AMINO ACID SEQUENCE AND PEPTIDE MAPPING
For a mAb, the EMA guideline and ICH Q6B request a deduction of the amino acid sequence from the DNA sequence and confirmation
of the DNA-derived sequence experimentally by appropriate methods (e.g., peptide mapping, amino-acid sequencing, mass spectrometry
analysis). In addition, the variability of the N-terminal amino acid sequences (whether a free amino acid or a pyroglutamic acid is present) and the C-terminal amino-acid sequences (e.g. the presence or absence of C-terminal lysine(s) on the heavy chain) should be analyzed.
Peptide mapping (i.e., analysis of specific protease digests of the mAb followed by analysis of the products using on-line
RP-HPLC with ultraviolet [UV] and electrospray mass spectrometric detection [LC/ES–MS]) provides molecular weight information
for the peptides released from the mAb by the protease of choice. The data obtained are able to provide mapping confirmation
(or otherwise) of the DNA-derived sequence but does not provide confirmation of the sequence of the light and heavy chains
of the mAb. To provide confirmation at the primary amino acid sequence level, a number of protease digests combined with on-line
RP–HPLC with tandem MS/MS (LC/ES–MS/MS) analysis are required. ICH Q6B does not actually request sequencing at the primary
amino acid level. There is a move, however, initiated by some of the regulatory bodies, to provide confirmation of the primary
protein sequence for new mAb products and also provide data showing comparability of the the primary amino acid sequence of
mAb biosimilar products to a reference product.

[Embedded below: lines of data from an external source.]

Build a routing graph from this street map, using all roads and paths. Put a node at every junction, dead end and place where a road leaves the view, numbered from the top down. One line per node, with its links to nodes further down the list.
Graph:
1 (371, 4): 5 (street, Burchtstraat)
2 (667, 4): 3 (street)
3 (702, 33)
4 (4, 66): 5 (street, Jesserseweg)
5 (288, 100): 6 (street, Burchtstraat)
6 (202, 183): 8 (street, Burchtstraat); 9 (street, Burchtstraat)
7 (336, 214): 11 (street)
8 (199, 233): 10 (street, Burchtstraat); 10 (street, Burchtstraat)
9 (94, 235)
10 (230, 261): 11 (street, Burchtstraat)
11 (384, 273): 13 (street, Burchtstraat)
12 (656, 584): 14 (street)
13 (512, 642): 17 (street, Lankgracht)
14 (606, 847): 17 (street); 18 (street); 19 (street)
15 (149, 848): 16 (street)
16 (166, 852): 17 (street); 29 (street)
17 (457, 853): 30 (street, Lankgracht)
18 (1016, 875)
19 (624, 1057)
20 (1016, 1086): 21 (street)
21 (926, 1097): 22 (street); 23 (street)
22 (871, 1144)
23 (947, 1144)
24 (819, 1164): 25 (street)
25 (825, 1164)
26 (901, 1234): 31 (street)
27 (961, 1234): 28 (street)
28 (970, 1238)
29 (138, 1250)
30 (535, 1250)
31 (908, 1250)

As mass spectrometric-based sequencing is unable (in most cases) to differentiate between isoleucine and leucine (these amino
acids have the same molecular weight), automated N-terminal sequencing of purified peptides is required for unambiguous assignment of these two amino acids, particularly within
the variable regions of the light and heavy chains.
TERMINAL AMINO ACID SEQUENCE
Terminal amino acid analysis is performed to identify the amino- and carboxy-terminal amino acid sequence(s) of the light
and heavy chains of a mAb. If the product exhibits more than one terminal amino acid sequence, the relative amounts of the
termini should be determined.
Automated N-terminal sequencing following separation of the light and heavy chains using sodium dodecyl sulfate polyacrylamide gel electrophoresis
(SDS-PAGE) and blotting onto polyvinylidene fluoride (PVDF) membrane is used routinely for analysis of the N-termini of mAb light and heavy chains. Automated N-terminal sequencing uses Edman chemistry which requires a free amino functionality at the N-terminus of a protein for labeling prior to cleavage of the N-terminal and subsequent amino acids. This means that for a number of mAbs (which have a pyroglutamic acid at the N-terminus and therefore no free amino group), N-terminal sequencing using this method will not provide sequence information. In this case pyroglutaminase can be used to
enzymatically remove the N-terminal pyroglutamic acid residue before N-terminal sequencing.
There is no fully reliable method analogous to Edman chemistry for determining the C-terminal amino acid sequence for a biological product. Information relating to the C-terminal sequence of a peptide or protein can be obtained using carboxypeptidase digestion and/or mass-spectrometric mapping
strategies. In the latter approach, intactness of a protein C-terminus or the presence of ragged ends can be assessed using data obtained from a peptide map and intact molecular weight
analysis of the product.
SULFHYDRYL GROUP(S) AND DISULFIDE BRIDGES
During a peptide mapping/sequencing analysis, free sulfhydryl groups and disulfide bridges should also be considered. Peptide
mapping post-digestion with a specific protease, followed by analysis using on-line LC/ES–MS or LC/ES–MS/MS prior to/and following
reduction, provides the data necessary for a full assessment of disulfide bridges and free thiols within the mAb. Care must
be taken when digesting proteins containing free thiols at basic pH as the free thiol can initiate scrambling within the digest,
and the result obtained may therefore not be consistent with the true disulfide bridge/free thiol pattern within the product.